▶ Your goal
Only the lines below starting at the one that contains "ring pip: (329, 236)" and ending at the one that contains "pinky tip: (371, 259)" are to be reproduced, exactly and with both ends kept.

▶ Input records
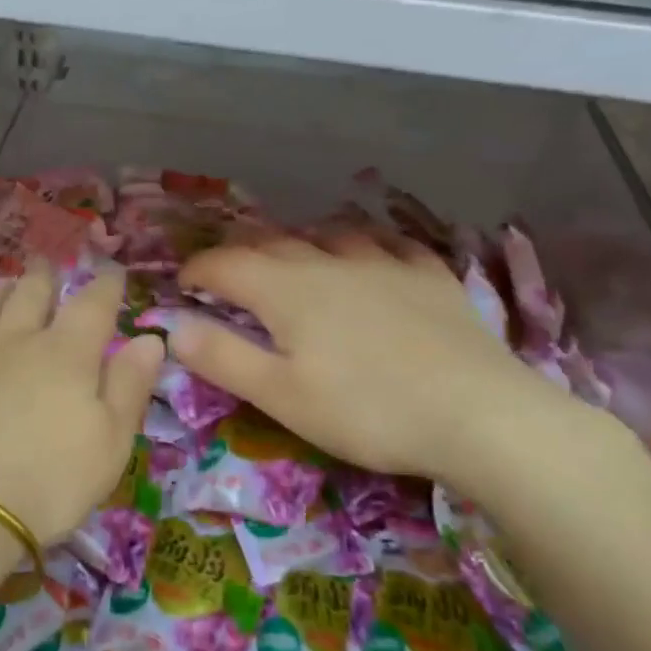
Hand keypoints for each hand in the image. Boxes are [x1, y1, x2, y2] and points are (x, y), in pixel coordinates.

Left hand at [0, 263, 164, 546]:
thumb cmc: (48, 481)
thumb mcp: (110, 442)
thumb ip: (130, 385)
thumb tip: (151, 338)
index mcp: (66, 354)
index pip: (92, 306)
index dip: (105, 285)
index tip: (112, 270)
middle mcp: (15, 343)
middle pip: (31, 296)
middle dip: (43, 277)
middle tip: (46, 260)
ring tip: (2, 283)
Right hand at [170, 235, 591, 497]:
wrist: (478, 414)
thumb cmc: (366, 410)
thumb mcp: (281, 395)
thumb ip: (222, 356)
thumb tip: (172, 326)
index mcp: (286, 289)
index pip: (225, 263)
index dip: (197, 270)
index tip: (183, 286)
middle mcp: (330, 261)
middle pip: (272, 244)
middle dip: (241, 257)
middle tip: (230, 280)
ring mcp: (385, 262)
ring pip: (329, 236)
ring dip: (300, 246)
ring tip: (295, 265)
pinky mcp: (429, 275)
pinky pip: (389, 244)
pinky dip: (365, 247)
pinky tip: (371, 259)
---
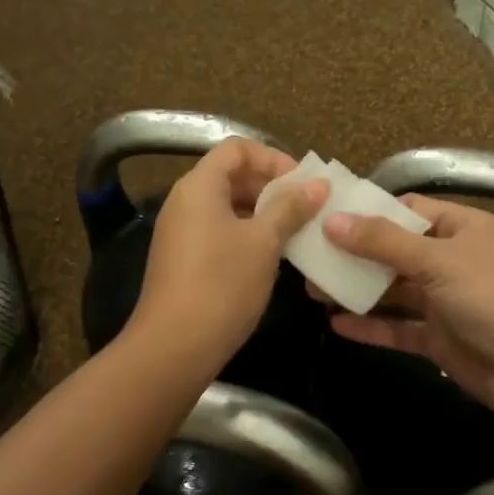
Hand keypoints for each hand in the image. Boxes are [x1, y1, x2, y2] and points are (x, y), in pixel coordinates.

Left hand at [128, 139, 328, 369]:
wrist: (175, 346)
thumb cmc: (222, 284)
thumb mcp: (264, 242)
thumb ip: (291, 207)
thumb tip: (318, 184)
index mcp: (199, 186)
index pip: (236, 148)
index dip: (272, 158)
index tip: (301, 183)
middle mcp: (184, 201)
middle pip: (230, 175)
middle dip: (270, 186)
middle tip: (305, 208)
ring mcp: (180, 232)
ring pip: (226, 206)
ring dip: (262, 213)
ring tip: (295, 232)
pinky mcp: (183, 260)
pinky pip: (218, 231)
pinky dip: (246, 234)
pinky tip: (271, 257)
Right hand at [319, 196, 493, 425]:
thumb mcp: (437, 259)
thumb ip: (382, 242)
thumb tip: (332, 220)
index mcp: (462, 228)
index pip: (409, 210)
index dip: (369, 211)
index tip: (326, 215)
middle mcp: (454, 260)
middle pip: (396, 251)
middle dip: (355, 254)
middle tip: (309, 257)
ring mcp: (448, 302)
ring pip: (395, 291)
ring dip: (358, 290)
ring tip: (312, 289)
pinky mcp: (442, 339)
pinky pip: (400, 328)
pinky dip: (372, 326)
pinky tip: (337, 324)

▶ The answer
ring pip: (329, 236)
ring dip: (300, 246)
ring tip: (295, 265)
pinky mcp: (429, 275)
pinky pip: (389, 244)
pinky dip: (365, 247)
pinky tip: (371, 259)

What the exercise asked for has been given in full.